* Provided material *
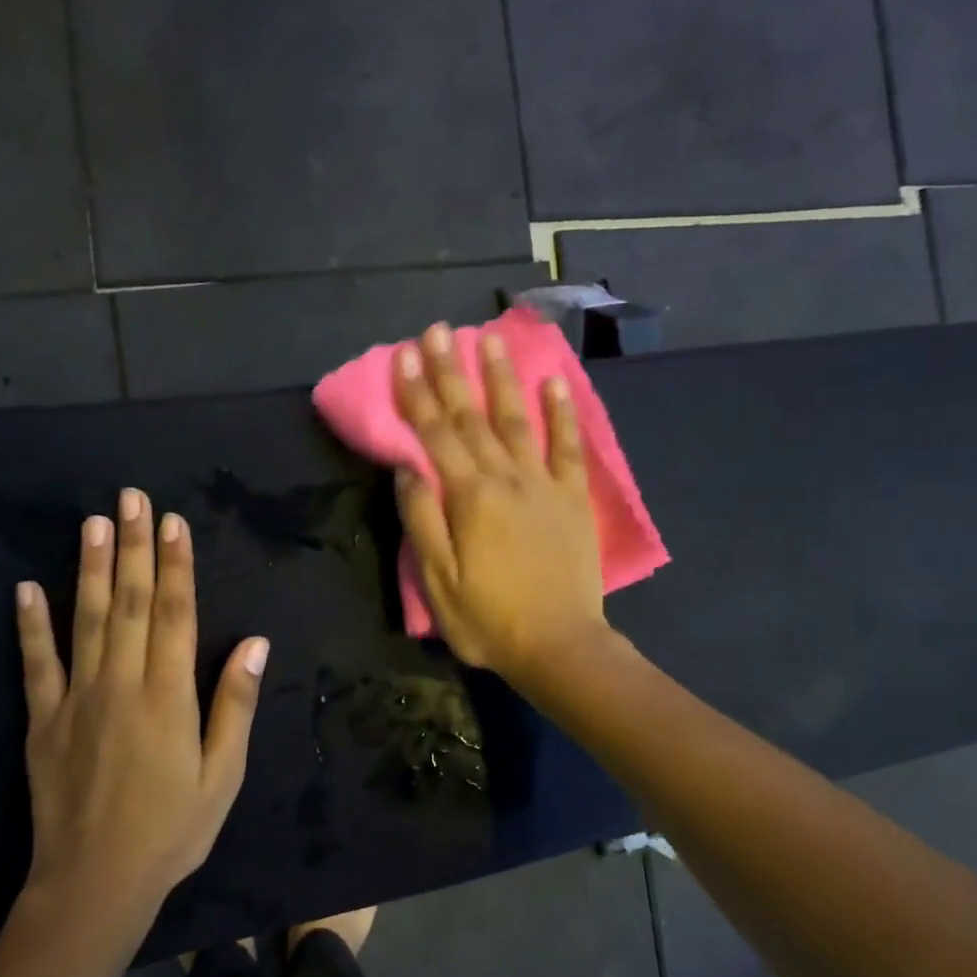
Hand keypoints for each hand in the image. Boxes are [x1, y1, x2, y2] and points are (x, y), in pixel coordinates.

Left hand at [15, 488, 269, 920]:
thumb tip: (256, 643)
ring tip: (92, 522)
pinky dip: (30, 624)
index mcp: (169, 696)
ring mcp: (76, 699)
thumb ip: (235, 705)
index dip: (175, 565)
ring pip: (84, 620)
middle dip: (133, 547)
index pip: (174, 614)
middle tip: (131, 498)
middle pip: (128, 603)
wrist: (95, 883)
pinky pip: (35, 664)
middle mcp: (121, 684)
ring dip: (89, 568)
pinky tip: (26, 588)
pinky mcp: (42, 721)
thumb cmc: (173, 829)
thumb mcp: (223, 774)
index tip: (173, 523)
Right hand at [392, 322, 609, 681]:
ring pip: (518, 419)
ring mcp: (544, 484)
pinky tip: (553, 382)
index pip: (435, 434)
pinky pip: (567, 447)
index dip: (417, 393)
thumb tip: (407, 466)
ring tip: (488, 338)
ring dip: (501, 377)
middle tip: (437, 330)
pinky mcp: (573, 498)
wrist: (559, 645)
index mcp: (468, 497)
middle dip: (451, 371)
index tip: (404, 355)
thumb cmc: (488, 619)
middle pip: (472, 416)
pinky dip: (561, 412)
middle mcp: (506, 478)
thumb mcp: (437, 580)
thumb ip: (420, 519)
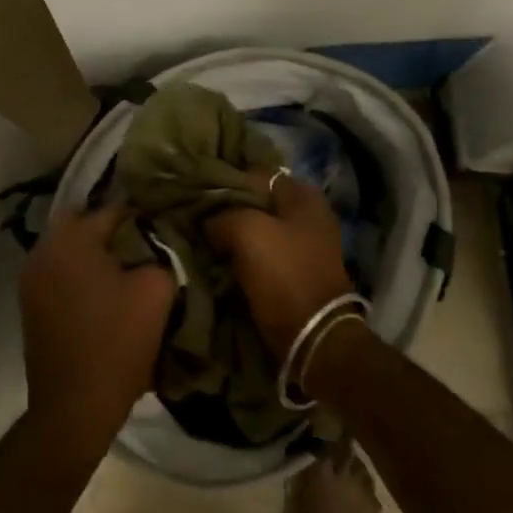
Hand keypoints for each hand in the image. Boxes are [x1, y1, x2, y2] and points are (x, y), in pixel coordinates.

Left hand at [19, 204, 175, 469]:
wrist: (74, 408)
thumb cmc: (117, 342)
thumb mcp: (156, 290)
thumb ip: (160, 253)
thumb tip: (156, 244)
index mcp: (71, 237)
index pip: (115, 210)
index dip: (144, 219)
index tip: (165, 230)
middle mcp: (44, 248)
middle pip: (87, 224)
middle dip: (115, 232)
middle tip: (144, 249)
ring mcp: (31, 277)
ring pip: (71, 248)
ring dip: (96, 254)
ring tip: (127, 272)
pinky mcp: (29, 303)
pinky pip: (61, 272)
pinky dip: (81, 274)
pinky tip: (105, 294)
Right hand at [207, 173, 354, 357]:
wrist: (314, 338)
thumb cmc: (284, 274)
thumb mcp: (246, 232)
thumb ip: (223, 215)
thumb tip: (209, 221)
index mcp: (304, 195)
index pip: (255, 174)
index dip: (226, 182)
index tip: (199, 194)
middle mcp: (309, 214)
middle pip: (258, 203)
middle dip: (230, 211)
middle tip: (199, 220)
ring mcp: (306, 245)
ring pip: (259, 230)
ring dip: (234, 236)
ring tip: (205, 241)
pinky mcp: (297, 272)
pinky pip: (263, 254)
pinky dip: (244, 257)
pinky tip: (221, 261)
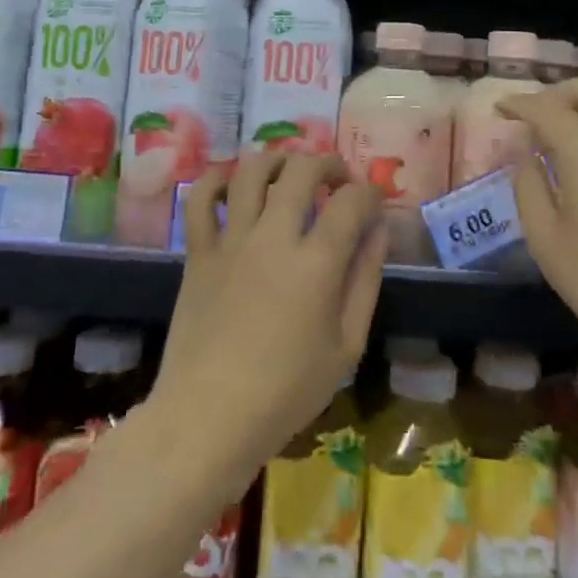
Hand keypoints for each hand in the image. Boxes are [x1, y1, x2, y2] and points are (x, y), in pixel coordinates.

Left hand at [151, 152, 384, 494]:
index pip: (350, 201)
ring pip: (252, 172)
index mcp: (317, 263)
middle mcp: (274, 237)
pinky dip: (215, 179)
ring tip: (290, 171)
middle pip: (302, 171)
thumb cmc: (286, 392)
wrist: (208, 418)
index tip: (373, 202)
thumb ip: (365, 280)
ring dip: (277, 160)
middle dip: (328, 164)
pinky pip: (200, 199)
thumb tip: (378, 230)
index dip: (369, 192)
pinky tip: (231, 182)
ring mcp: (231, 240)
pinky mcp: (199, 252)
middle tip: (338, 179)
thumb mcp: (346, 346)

* What you will do *
Since the copy must contain no pictures, return only the text of the records, exactly as it stands.

* Written reply *
Hand keypoints for each hand in the image. Boxes are [x1, y1, x2, y2] and points are (x, y), in pixel coordinates.

Left hand at [15, 488, 269, 920]:
thumb tip: (256, 643)
ring tip: (92, 522)
pinky dip: (30, 624)
index mcp: (169, 696)
ring mcp: (76, 699)
thumb ip: (235, 705)
index dip: (175, 565)
ring pip: (84, 620)
middle dip: (133, 547)
index pip: (174, 614)
middle tip: (131, 498)
middle pip: (128, 603)
wrist: (95, 883)
pinky pip: (35, 664)
middle mcp: (121, 684)
ring dip: (89, 568)
pinky tip: (26, 588)
pinky mcp: (42, 721)
thumb cmc: (173, 829)
thumb mcp: (223, 774)
index tip: (173, 523)
Right hand at [392, 322, 609, 681]:
ring pip: (518, 419)
ring mcp: (544, 484)
pinky tip: (553, 382)
index pip: (435, 434)
pinky pip: (567, 447)
index dip: (417, 393)
thumb tip: (407, 466)
ring tip: (488, 338)
ring dip: (501, 377)
middle tip: (437, 330)
pinky mcp: (573, 498)
wrist: (559, 645)
index mcp: (468, 497)
middle dip: (451, 371)
index tip: (404, 355)
thumb cmc: (488, 619)
middle pip: (472, 416)
pinky dip: (561, 412)
middle mcp: (506, 478)
thumb mcp: (437, 580)
thumb ip: (420, 519)
Hand keypoints for each hand in the image. Boxes are [x1, y1, x2, y2] and points are (x, y), in pixel coordinates.

Left hand at [19, 204, 175, 469]:
wrist: (74, 408)
thumb cmc: (117, 342)
thumb mcp: (156, 290)
thumb ip: (160, 253)
thumb tip: (156, 244)
index mcp: (71, 237)
index pip: (115, 210)
index dip: (144, 219)
index tip: (165, 230)
middle mcp: (44, 248)
middle pip: (87, 224)
middle dip: (115, 232)
middle tip: (144, 249)
ring mcp: (31, 277)
ring pip: (71, 248)
ring dip: (96, 254)
ring tip: (127, 272)
pinky mcp: (29, 303)
pinky pip: (61, 272)
pinky dip: (81, 274)
pinky tip: (105, 294)
Right hand at [207, 173, 354, 357]:
wrist: (314, 338)
thumb cmc: (284, 274)
thumb mcp: (246, 232)
thumb ip: (223, 215)
thumb tip: (209, 221)
index mcp: (304, 195)
index pip: (255, 174)
index dip: (226, 182)
index tip: (199, 194)
middle mcp: (309, 214)
middle pip: (258, 203)
middle dip: (230, 211)
middle tip: (199, 220)
ring mcp: (306, 245)
ring pip: (259, 230)
ring dip: (234, 236)
ring tip: (205, 241)
pinky mcp: (297, 272)
pinky pip: (263, 254)
pinky dip: (244, 257)
pinky tip: (221, 261)
Hand keypoints for each hand in the image. Boxes are [x1, y1, x2, y2] and points are (x, y), in pixel coordinates.

Left hand at [151, 152, 384, 494]:
index pip: (350, 201)
ring pip: (252, 172)
index mcp: (317, 263)
middle mcp: (274, 237)
pinky dip: (215, 179)
ring tip: (290, 171)
middle pip: (302, 171)
thumb cmc: (286, 392)
wrist: (208, 418)
index tip: (373, 202)
thumb ip: (365, 280)
ring dip: (277, 160)
middle dip: (328, 164)
pinky pip: (200, 199)
thumb tip: (378, 230)
index dip: (369, 192)
pinky tip: (231, 182)
ring mcp: (231, 240)
pinky mcp: (199, 252)
middle tip: (338, 179)
thumb mcp: (346, 346)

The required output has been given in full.